A and B are drawn to each other.  They somehow start to subvert their social system and sneak around.  Whoever is from the lower class displays skills and character qualities which make up for their being lower class, and no matter how different their worlds may be, A and B are able to converse easily and on the same intellectual level, as if they had gotten the same amount and quality of schooling.  The upper-world person often faces pressure to marry someone from his own class.  If it is a series, at the end of Book 1, they are happy together and making plans to change the world.  They have various adventures, and the upper-class person gets exposed to what life is like on the ‘other side’, living without the luxuries to which s/he has become accustomed to.  There is a betrayal by some friend or relative.  By the end of book 2, A and B are cruelly and tragically separated, usually as a result of one sacrificing themselves for another’s safety, quite often being captured – and all looks bleak.  In the third book or part of the story, the resistance comes together and the ‘evil’ or upper part of society is significantly changed.  Both A and B will very likely lose their virginity at some point along here. There is a likelihood that the poorer protagonist is secretly royalty, or magical, or comes from a long line of resistance fighters, or is a shapeshifter or something like that.  As a result of this, by the end of book 3, society has changed and A and B are set to be happy together for all ever after.  The End.

It is incredibly depressing how many fantasy, dystopia, and sci-fi books I read that follow that formula.  The few ‘realistic fiction’ young adult books I read follow it to, although it is very much toned down and instead of facing the stratification of society, the protagonists face something like cancer or bullying or being abused.  Some authors try to avoid the formula by mixing things up, like having A and B be lesbians or something, but in the end, it all comes back down to basics.

However.  The fact that I have noticed this formula means that when that formula doesn’t exist, it makes for a really, really, really fantastic book or books.  This is why Harry Potter is so good – it follows no path but its own.  Unfortunately for Harry Potter, although the storytelling is excellent, the actual writing is not really that great.  I’ve read better fanfic.  (I’ve read quite a lot of better fanfic, actually.)

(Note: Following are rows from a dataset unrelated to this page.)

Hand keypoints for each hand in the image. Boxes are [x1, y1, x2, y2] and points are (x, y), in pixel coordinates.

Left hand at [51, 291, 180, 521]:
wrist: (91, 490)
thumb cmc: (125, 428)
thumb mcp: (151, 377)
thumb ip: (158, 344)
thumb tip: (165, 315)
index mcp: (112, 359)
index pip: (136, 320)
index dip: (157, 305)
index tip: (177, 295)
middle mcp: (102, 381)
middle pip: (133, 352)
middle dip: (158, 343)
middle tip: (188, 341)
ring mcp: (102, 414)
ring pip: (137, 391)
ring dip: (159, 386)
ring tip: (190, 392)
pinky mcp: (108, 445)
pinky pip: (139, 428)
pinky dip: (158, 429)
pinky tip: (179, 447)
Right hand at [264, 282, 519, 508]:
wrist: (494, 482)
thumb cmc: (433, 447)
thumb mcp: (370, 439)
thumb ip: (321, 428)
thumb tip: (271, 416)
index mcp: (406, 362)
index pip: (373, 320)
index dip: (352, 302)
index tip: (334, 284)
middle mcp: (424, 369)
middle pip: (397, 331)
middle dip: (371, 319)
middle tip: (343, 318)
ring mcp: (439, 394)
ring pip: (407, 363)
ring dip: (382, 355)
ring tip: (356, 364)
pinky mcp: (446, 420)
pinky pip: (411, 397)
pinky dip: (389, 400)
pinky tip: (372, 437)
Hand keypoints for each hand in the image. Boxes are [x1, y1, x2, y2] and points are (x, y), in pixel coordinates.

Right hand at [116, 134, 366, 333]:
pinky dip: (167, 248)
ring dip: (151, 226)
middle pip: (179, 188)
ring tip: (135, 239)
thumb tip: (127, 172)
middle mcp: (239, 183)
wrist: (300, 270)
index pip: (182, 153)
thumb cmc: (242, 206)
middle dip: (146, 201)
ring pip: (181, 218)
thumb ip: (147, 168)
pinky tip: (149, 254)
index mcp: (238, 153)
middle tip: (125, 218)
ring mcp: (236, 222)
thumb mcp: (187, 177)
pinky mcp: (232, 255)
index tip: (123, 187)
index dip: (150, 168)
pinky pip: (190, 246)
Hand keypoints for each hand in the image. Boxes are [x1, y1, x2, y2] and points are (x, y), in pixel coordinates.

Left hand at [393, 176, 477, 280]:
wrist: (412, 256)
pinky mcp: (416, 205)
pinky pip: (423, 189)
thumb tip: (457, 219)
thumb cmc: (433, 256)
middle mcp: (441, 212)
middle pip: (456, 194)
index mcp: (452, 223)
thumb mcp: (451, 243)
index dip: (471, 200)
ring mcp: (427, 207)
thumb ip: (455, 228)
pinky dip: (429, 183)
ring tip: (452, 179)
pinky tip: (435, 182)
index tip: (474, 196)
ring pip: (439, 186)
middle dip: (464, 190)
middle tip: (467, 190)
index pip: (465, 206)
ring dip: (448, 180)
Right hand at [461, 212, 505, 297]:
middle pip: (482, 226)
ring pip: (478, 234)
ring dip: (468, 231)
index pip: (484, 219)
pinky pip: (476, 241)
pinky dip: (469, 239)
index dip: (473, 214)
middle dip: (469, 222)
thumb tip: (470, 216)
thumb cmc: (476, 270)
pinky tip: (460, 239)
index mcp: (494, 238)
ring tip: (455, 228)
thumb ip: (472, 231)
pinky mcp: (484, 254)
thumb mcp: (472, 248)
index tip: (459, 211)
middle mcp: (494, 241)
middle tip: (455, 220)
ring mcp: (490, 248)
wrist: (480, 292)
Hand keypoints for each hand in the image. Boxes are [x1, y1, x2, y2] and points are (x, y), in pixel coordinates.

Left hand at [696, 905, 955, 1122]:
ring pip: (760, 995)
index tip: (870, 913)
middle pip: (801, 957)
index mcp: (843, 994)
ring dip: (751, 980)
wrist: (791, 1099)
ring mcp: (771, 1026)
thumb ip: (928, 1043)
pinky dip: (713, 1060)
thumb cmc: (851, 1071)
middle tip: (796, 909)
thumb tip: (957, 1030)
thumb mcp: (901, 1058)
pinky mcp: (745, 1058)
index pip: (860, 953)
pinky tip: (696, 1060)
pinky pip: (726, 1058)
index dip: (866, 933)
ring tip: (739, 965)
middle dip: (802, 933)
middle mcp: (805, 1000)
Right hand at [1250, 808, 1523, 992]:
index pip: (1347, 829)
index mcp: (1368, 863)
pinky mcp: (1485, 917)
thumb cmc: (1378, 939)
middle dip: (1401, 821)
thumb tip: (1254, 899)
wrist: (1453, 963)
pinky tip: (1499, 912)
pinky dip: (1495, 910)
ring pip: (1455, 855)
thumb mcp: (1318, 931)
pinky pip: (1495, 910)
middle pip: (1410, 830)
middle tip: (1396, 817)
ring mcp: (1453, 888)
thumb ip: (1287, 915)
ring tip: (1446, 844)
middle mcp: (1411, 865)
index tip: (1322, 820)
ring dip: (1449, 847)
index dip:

So I keep searching.  And occasionally, I find not just a gem, but a Hope diamond, a marvelous experience both in the story and in the writing.  My favorites by far are Kristin Cashore’s, Graceling, Fire, and Bitterblue.  There is nothing – nothing! – formulaic about these books.  Her characters inhabit a world that is so very rich, so very real, that quite frankly I don’t understand why she isn’t feted as much as JK Rowling is.  There is romance, there is drama, there is political intrigue that I can actually understand, there is humor and – and there is this.

“It didn’t occur to me, until it was too late, that I had disabled [character], then given him a magical cure for his disability – thus implying that he couldn’t be a whole person and also be disabled.  I now understand that the magical cure trop is all too common in F/SF writing and is disrespectful to people with disabilities.  My failings here are all my own.”

From the acknowledgments section at the back of the paperback of Bitterblue.

JK Rowling is a millionaire, famous world-wide.  I honestly don’t understand why Kristin Cashore isn’t, too.  I also don’t understand why Cashore hasn’t published any books in the last few years.  I need more stories! Now, please.

And in the meantime – just because a book is formulaic does not mean it won’t be enjoyable.  And seeing as the plows have yet to come through the snow and it looks like I’m in for my third snow day in under a week, if you’ll excuse me, I have some reading to do.